> [The data]:
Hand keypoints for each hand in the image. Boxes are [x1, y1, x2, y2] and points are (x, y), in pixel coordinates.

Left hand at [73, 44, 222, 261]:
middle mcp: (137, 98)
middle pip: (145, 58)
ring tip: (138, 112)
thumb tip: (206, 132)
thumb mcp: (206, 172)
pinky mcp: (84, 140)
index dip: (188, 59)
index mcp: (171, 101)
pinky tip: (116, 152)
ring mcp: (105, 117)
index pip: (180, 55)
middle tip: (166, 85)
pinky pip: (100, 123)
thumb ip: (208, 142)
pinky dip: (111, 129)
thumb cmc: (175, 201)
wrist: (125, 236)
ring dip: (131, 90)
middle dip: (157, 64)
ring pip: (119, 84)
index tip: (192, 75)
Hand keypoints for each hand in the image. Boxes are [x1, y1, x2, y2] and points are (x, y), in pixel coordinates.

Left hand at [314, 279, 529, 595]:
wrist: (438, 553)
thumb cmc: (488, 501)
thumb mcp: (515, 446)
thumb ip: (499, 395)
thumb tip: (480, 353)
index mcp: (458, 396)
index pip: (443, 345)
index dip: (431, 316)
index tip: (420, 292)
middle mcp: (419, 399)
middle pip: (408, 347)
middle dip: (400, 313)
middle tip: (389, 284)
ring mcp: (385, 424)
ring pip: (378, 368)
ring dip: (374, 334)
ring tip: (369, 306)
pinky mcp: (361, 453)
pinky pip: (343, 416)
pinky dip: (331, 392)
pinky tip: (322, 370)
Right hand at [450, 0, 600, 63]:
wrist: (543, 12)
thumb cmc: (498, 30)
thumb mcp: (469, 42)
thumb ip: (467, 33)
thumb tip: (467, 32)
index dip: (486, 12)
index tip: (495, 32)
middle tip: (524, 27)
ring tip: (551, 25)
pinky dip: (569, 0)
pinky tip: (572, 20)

...

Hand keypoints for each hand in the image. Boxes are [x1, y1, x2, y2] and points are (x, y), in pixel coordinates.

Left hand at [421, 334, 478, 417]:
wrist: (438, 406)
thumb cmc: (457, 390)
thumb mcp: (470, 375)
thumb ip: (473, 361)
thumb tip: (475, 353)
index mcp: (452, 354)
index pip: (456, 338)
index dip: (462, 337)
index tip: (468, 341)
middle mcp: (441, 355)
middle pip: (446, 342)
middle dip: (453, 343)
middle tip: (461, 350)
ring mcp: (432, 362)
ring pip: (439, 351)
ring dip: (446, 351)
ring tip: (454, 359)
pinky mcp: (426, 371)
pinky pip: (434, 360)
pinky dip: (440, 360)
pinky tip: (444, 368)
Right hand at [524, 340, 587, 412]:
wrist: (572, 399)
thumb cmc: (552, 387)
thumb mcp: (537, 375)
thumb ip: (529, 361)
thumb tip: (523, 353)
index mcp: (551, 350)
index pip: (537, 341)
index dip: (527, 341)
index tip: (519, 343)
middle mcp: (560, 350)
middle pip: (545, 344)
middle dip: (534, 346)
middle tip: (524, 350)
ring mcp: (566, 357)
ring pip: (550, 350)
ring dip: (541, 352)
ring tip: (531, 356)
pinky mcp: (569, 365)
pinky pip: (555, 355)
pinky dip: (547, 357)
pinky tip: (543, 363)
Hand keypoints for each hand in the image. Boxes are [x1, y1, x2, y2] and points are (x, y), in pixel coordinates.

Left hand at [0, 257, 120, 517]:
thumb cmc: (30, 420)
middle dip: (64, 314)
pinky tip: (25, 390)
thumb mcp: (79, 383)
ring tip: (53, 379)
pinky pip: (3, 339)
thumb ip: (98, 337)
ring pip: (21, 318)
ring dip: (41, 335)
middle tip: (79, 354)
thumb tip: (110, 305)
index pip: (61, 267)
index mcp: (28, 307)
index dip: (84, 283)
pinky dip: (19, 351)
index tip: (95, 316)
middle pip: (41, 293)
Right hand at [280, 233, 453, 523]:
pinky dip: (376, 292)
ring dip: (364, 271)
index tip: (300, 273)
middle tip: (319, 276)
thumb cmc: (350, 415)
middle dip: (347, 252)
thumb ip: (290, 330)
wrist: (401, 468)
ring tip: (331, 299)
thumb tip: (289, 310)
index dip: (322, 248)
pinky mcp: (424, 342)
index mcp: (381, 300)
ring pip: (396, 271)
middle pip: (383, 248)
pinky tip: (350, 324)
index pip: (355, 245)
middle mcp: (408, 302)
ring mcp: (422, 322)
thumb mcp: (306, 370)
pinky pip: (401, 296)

> [What this task involves]:
Working from the records above, write out verbatim only the lines from the line containing "middle tip: (79, 354)" through the line containing "thumb mcp: (306, 370)".

> [Written response]:
middle tip: (79, 354)
thumb tip: (110, 305)
index pip: (61, 267)
index mcp: (28, 307)
index dip: (84, 283)
pinky dip: (19, 351)
index tip: (95, 316)
middle pip: (41, 293)
Right hand at [280, 233, 453, 523]:
pinky dip: (376, 292)
ring dip: (364, 271)
index tip: (300, 273)
middle tip: (319, 276)
thumb cmc: (350, 415)
middle dip: (347, 252)
thumb ip: (290, 330)
wrist: (401, 468)
ring tip: (331, 299)
thumb tip: (289, 310)
index dip: (322, 248)
pinky mcp: (424, 342)
index mcp: (381, 300)
ring pip: (396, 271)
middle pip: (383, 248)
pinky tip: (350, 324)
index pip: (355, 245)
middle mcp: (408, 302)
ring mcp: (422, 322)
thumb mcp: (306, 370)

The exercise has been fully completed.